Faraco met Escotet when the billionaire was an executive at the Sociedad Financiera Latinoamericana, trying to come up with a name for his incipient banking empire.
“The first time I saw the word Banesco was on this sofa here in my office,” Faraco said. “He had a notebook with him that was full of logos and a name. At that time he didn’t have a bank, but he had plenty of desire for one.”
By the early 1990s, Escotet had accumulated enough cash to take over the small Bancentro lender from local businessmen. He founded his Panama unit in 1992. Seizing on a financial crisis in Venezuela, he scooped up a half-dozen savings and loan institutions by the middle of the decade.
Another opportunity presented itself when the Salvatierra family took out a $150 million loan from Citigroup Inc. to fend off a hostile takeover of Banco Union in the late 1990s. Cash- strapped, they accepted an offer from Escotet in 2000 to renegotiate the debt with Citigroup, merging Union into Banesco as part of the deal.
Along with his banks in Panama and Miami -- home to the world’s largest community of Venezuelan expatriates -- Escotet has opened branches in Colombia, Curacao, the Dominican Republic and Puerto Rico. Most Venezuelan businessmen create this sort of “plan B” outside the country, according to Faraco. Married with three children, Escotet still lives in Caracas.
In a speech earlier this month, when Chavez announced that his cancer had returned, he anointed Vice President Nicolas Maduro as his preferred successor. Under the constitution, if the president is unable to continue his post, general elections must be called within 30 days. Maduro, a former bus driver and union leader, has pledged to maintain Chavez’s 21st-century socialism.
Despite Chavez’s hostility toward capitalism, Escotet has expressed some affinity with the ailing president’s vision.
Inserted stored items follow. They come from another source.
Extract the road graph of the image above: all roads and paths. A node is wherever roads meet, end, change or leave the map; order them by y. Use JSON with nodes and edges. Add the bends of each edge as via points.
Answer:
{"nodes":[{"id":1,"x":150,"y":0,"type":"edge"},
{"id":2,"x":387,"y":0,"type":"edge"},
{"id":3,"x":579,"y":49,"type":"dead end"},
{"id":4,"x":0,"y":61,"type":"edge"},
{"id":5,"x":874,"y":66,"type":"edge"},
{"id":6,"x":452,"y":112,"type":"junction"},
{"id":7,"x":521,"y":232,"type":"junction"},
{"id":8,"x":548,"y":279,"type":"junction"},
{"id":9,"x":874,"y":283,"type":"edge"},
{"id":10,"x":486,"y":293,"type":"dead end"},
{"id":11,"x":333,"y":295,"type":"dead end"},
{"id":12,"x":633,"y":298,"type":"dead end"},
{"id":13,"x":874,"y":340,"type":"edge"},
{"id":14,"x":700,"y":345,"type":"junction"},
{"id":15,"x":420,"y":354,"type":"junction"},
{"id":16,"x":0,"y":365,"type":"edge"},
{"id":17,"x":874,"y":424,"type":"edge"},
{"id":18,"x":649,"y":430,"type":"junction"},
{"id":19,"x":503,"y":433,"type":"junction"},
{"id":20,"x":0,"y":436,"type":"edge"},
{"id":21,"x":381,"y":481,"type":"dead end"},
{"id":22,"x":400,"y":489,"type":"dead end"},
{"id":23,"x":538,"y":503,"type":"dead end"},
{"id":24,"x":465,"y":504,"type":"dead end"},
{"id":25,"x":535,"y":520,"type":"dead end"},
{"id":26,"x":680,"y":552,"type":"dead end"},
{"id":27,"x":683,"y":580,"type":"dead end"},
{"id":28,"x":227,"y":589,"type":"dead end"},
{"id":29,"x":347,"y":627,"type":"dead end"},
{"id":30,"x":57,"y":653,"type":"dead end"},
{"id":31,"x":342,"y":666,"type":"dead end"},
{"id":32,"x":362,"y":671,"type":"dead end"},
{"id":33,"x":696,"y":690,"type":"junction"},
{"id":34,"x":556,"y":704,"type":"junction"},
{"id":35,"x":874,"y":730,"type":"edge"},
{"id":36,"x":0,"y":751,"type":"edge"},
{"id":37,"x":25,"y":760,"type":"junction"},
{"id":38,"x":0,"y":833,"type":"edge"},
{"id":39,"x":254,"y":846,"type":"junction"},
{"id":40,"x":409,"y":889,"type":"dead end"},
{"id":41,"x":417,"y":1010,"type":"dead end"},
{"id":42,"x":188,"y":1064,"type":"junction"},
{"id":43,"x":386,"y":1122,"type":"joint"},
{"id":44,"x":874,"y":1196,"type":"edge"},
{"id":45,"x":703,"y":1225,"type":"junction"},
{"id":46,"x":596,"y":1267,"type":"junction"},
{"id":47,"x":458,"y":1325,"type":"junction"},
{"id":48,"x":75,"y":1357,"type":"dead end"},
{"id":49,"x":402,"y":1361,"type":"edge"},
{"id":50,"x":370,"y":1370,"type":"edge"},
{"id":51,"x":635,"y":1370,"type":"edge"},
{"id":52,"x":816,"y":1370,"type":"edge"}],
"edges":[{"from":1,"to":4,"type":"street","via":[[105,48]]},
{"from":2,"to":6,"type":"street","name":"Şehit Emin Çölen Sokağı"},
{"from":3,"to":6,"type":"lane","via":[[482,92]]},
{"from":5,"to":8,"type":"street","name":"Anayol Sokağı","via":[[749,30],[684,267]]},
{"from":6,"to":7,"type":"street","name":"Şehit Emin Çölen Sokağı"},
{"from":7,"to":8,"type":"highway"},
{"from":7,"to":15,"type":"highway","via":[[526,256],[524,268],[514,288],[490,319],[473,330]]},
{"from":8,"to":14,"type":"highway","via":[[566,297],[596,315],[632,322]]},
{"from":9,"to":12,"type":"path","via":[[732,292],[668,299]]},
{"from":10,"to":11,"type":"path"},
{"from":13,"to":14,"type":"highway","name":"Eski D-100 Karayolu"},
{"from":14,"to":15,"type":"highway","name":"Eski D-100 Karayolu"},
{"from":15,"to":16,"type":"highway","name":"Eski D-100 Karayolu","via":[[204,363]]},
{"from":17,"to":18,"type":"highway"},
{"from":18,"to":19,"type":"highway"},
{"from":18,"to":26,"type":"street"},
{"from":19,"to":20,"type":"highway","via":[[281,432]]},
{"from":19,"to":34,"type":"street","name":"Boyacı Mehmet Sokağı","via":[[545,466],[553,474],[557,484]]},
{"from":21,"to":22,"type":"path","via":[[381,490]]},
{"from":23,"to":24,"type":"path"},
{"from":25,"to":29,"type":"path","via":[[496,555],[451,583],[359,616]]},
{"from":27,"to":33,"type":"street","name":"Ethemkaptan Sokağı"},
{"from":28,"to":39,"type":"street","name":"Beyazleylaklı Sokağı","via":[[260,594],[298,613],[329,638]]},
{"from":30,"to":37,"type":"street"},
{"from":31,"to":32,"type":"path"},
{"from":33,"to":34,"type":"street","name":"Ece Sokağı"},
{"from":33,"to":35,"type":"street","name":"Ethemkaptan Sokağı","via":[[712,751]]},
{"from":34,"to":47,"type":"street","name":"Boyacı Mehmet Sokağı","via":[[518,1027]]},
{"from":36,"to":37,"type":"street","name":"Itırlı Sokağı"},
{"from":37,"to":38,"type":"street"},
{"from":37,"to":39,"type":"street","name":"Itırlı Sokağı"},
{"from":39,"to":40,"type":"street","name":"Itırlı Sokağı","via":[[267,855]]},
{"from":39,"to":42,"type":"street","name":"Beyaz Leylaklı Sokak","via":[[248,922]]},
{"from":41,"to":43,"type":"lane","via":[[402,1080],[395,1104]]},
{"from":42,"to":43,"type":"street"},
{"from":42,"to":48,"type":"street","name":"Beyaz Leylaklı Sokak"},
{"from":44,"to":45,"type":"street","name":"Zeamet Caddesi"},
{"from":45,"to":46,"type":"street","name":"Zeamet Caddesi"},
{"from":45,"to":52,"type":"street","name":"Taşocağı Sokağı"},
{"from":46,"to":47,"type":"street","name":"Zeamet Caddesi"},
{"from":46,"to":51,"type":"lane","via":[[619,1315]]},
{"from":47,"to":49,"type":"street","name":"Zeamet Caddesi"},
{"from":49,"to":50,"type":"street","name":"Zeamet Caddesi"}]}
In an interview last year on state TV, while still serving as head of the banking association, he defended his industry against criticism for its role in financing housing projects -- a priority of Chavez’s government -- that had gone under.
“Nothing can affect us bankers more than social problems, because in the end, these are our customers,” Escotet said. “We bankers are here to bet on everything that is beneficial for Venezuela.”
The Bloomberg Billionaires Index takes measure of the world’s wealthiest people based on market and economic changes and Bloomberg News reporting. Each net worth figure is updated every business day at 5:30 p.m. in New York. The valuations are listed in U.S. dollars.